Monday, October 31, 2011

안성 구메 마을하고 칠장사 사원

Well, I promised more cultural excitement, and here it is - the moment you've been waiting for.  I'm a little behind on my blog posts; I'm sorry... but I've been doing all sorts of cultural things, about which you want to hear... so you'll just have to put up with a little bit of a time delay. :)  (It's not like I'm in Korea or anything...)

Last Saturday, I got the opportunity to go on a most amazing cultural trip.  It was cold and wet and sent my SID into overdrive, but I thoroughly enjoyed myself, especially the time I spent at 칠장사 사원 (Chiljangsa Temple).  At the temple, I spent a lot of time purposefully avoiding people and just soaking in my surroundings.  There's something in me that resonates with the Buddhist lifestyle, so going there was a treat for me.  I think, one day, I'd like to spend some time learning from a Buddhist monk (if I, being a woman, would be allowed).  This day was not that day, but... maybe one day...

Okay.  Without any further ado, here are the pictures from 안성 구메 마을 (Anesong Agricultural Village):
This trip really should be subtitled "How many ways can you use bamboo," but there's no option for that on my blog, so I'm just letting you know here.  So we started off the day by making bamboo massage sticks.  This photo is just the bamboo branches we used.  Keep on the lookout, because my massage stick will probably end up as a Christmas present for someone or something... They also make great percussion instruments and weapons.

Speaking of weapons, we got to try our hands at the Korean-style of archery.  The main difference seems to be their grip on the arrow.  I shot one and only one arrow, and here it is... barely making contact with the target board.  (It's the crooked one.)

It is now Fall in Korea, and I really haven't seen a more beautiful place for it.  You all can enjoy New England all you want, but I'm all about Korean leaves (in cultural locations) now.

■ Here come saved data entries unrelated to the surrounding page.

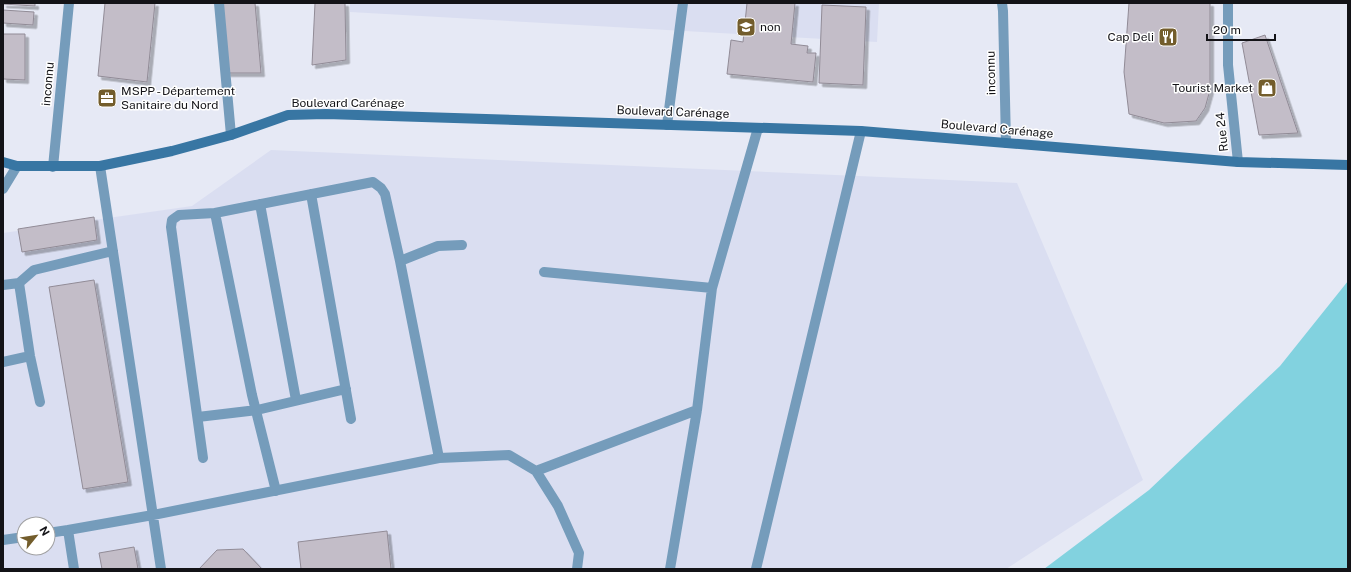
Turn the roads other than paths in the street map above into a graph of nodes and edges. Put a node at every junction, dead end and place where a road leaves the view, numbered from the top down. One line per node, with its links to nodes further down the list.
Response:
1 (69, 3): 16 (street, inconnu)
2 (219, 3): 9 (street)
3 (682, 3): 6 (street)
4 (1002, 3): 10 (street, inconnu)
5 (1228, 3): 12 (street, Rue 24)
6 (667, 125): 7 (street, Boulevard Carénage); 9 (street, Boulevard Carénage)
7 (758, 128): 8 (street, Boulevard Carénage); 27 (street)
8 (861, 131): 10 (street, Boulevard Carénage); 50 (street)
9 (231, 135): 15 (street, Boulevard Carénage)
10 (1006, 143): 12 (street, Boulevard Carénage)
11 (3, 162): 14 (street, Boulevard Carénage)
12 (1238, 162): 13 (street, Boulevard Carénage)
13 (1348, 165)
14 (17, 166): 16 (street, Boulevard Carénage); 17 (street)
15 (100, 166): 16 (street, Boulevard Carénage); 22 (street)
16 (53, 167)
17 (3, 189)
18 (311, 194): 19 (street); 23 (street); 30 (street)
19 (260, 204): 20 (street); 31 (street)
20 (215, 213): 33 (street); 35 (street)
21 (462, 245): 23 (street)
22 (113, 251): 25 (street); 41 (street)
23 (400, 261): 38 (street)
24 (544, 272): 27 (street)
25 (19, 283): 26 (street); 28 (street)
26 (3, 285)
27 (712, 288): 34 (street)
28 (30, 356): 29 (street); 32 (street)
29 (3, 362)
30 (346, 389): 31 (street); 36 (street)
31 (296, 400): 33 (street)
32 (40, 402)
33 (257, 410): 35 (street); 40 (street)
34 (697, 410): 39 (street); 49 (street)
35 (198, 417): 37 (street)
36 (351, 419)
37 (203, 458)
38 (439, 458): 39 (street); 40 (street)
39 (536, 471): 48 (street)
40 (276, 491): 41 (street)
41 (153, 515): 42 (street); 47 (street)
42 (68, 530): 43 (street); 46 (street)
43 (56, 532)
44 (16, 538): 45 (street)
45 (3, 540)
46 (74, 569)
47 (161, 569)
48 (577, 569)
49 (670, 569)
50 (756, 569)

Several people also went loach fishing.  Basically, these things look like the lovechild of a catfish and a leech.  You climb into the spider/scorpian-looking-thing infested mudhole, place your bamboo-enforced net in the water, stomp on the mud, pull your net back out, and see what you got.  Sadly, there were no waders big enough for my high-instep.  All together now: "Oh, that's too bad."  ;)

We each tried our hands at picking persimmons with these bamboo sticks.  Personally, I think it would be much more time-effective to use your bamboo to make a ladder, but I'm not going to argue with thousands of years of tradition.  Instead, I tapped into an even older tradition: the damsel in distress.  Yes, I managed to flag down two men who were kind of enough to hook me a persimmon (and another one when I accidentally knocked down the first) and let me pull it down as if I'd done it myself.  :)

The following are from 칠장사 사원 (Chiljangsa [Buddhist] Temple), I'm not going to caption these (if you want those, you can check out my Facebook), in the hopes that on their own they can reflect the peace and wonder (keep an eye out for the healing water) that was at the temple:

 Here's the ask the audience time:  What do you want next: a traditional Korean recipe, my personal reflections, or some more from my students?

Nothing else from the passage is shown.